Going through the material below, please gather all lines with the word "Bazjanca" in them.

Given entries:
- Opening Delimiter -
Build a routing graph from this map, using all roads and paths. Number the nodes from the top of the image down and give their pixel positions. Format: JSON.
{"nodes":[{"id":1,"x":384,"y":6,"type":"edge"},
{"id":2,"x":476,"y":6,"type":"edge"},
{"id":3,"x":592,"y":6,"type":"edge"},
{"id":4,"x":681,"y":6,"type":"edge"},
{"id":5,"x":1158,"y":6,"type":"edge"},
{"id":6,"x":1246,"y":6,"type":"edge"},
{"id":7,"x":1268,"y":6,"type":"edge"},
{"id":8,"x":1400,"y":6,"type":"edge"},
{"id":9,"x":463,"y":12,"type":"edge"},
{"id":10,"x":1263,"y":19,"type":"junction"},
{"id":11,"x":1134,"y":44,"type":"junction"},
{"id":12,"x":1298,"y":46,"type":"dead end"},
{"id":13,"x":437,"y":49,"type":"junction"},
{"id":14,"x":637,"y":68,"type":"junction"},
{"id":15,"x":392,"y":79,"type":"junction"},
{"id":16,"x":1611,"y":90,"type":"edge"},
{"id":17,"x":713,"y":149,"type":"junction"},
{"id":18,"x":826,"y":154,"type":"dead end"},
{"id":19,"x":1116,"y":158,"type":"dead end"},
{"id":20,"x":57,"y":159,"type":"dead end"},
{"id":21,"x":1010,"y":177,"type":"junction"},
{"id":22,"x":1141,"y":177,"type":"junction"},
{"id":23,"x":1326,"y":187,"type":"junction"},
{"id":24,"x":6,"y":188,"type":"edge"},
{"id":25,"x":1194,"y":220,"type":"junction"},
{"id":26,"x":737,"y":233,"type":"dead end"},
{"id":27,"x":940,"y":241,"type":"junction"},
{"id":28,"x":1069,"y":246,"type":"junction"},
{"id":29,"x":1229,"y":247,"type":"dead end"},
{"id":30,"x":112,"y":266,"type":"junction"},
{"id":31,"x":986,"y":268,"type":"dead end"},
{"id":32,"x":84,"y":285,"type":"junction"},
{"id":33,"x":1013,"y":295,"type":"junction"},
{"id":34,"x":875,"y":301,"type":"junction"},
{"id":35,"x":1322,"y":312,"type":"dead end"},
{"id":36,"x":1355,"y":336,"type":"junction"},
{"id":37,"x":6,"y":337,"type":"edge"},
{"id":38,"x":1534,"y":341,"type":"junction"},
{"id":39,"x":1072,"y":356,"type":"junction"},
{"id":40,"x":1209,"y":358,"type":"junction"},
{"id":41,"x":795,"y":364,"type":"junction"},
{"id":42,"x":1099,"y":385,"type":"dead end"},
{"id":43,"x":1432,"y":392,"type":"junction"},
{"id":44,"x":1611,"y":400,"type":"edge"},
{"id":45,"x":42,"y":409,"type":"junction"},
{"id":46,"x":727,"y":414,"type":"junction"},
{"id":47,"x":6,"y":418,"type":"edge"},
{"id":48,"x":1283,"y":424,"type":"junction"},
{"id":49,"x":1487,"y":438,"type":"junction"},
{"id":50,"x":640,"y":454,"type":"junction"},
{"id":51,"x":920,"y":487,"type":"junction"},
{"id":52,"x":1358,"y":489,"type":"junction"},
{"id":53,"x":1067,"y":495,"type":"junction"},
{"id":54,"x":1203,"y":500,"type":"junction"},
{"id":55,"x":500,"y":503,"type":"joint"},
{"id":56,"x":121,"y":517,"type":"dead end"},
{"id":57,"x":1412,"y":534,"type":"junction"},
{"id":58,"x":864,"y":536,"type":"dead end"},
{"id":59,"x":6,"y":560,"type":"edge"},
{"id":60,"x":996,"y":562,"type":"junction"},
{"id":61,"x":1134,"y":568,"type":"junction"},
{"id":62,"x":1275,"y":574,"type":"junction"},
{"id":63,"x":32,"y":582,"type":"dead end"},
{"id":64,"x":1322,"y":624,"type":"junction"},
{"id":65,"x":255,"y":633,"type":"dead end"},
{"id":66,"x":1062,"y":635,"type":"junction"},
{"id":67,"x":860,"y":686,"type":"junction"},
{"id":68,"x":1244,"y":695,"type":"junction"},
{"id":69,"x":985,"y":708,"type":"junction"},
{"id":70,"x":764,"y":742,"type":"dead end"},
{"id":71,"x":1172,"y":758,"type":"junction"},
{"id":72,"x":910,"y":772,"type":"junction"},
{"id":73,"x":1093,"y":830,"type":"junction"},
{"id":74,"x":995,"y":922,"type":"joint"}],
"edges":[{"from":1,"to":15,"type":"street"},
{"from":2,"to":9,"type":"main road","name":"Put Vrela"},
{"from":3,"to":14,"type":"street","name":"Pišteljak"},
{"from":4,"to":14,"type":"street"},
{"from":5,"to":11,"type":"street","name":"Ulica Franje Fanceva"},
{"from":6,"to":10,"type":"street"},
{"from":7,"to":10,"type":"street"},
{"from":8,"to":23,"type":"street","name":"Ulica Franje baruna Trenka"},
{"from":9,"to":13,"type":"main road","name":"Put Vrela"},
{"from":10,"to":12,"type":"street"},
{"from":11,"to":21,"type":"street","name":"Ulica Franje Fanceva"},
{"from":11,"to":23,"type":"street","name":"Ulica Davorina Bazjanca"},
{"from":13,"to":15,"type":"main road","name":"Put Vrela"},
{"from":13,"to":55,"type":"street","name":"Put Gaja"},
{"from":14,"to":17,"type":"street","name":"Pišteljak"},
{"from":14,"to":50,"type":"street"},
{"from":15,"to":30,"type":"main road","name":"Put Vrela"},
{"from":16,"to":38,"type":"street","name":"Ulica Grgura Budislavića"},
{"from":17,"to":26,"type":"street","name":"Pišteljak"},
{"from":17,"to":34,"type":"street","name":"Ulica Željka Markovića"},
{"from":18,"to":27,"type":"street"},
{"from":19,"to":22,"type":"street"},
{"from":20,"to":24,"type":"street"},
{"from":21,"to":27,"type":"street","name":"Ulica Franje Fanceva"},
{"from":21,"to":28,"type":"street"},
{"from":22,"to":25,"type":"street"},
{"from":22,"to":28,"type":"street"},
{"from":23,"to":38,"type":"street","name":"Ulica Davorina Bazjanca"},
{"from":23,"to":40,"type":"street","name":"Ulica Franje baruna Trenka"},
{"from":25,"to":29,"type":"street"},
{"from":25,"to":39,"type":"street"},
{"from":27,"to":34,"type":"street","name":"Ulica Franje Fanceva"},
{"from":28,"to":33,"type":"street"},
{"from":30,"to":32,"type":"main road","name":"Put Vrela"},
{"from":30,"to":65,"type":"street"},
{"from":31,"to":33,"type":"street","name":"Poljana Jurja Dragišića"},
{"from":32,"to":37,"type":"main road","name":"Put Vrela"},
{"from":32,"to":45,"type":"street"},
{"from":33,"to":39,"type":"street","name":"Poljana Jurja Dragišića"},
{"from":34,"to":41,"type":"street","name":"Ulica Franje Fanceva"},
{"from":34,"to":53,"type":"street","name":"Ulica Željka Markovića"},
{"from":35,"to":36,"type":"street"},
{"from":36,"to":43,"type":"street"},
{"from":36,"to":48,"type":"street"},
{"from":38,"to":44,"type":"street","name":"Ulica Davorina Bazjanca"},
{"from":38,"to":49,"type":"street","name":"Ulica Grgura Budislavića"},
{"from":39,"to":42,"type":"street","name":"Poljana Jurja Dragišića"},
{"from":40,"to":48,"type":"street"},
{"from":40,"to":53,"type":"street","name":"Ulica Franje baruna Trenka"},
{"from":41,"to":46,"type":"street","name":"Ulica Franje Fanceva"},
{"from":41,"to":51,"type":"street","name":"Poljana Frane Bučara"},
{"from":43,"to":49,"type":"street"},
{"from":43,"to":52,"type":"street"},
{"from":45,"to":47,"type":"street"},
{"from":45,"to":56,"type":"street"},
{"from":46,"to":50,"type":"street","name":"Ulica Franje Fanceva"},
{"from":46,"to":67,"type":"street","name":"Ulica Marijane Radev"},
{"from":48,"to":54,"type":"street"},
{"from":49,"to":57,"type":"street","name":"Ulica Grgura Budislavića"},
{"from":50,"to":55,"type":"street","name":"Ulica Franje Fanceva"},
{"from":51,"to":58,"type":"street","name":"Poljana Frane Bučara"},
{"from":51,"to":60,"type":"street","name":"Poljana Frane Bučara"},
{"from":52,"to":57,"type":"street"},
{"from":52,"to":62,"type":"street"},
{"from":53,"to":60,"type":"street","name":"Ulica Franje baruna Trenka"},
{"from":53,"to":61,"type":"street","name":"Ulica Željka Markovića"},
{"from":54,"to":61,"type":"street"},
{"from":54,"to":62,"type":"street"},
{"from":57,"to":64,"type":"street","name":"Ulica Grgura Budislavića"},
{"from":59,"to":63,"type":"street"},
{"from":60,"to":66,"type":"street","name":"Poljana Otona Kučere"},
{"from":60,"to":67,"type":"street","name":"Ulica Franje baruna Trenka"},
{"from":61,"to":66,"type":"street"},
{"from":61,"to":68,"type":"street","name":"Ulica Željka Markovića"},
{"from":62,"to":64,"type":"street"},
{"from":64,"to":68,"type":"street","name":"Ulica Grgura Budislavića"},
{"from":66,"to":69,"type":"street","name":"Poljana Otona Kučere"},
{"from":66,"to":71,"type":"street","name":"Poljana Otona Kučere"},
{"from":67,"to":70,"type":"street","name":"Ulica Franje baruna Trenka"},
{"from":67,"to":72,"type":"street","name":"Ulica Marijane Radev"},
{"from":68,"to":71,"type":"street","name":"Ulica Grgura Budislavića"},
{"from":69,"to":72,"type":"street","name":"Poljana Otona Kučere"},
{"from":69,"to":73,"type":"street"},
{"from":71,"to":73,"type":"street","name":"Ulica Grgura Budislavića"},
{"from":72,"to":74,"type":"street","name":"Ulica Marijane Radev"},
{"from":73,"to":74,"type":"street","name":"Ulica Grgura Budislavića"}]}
- Closing Delimiter -
The answer:
{"from":11,"to":23,"type":"street","name":"Ulica Davorina Bazjanca"},
{"from":23,"to":38,"type":"street","name":"Ulica Davorina Bazjanca"},
{"from":38,"to":44,"type":"street","name":"Ulica Davorina Bazjanca"},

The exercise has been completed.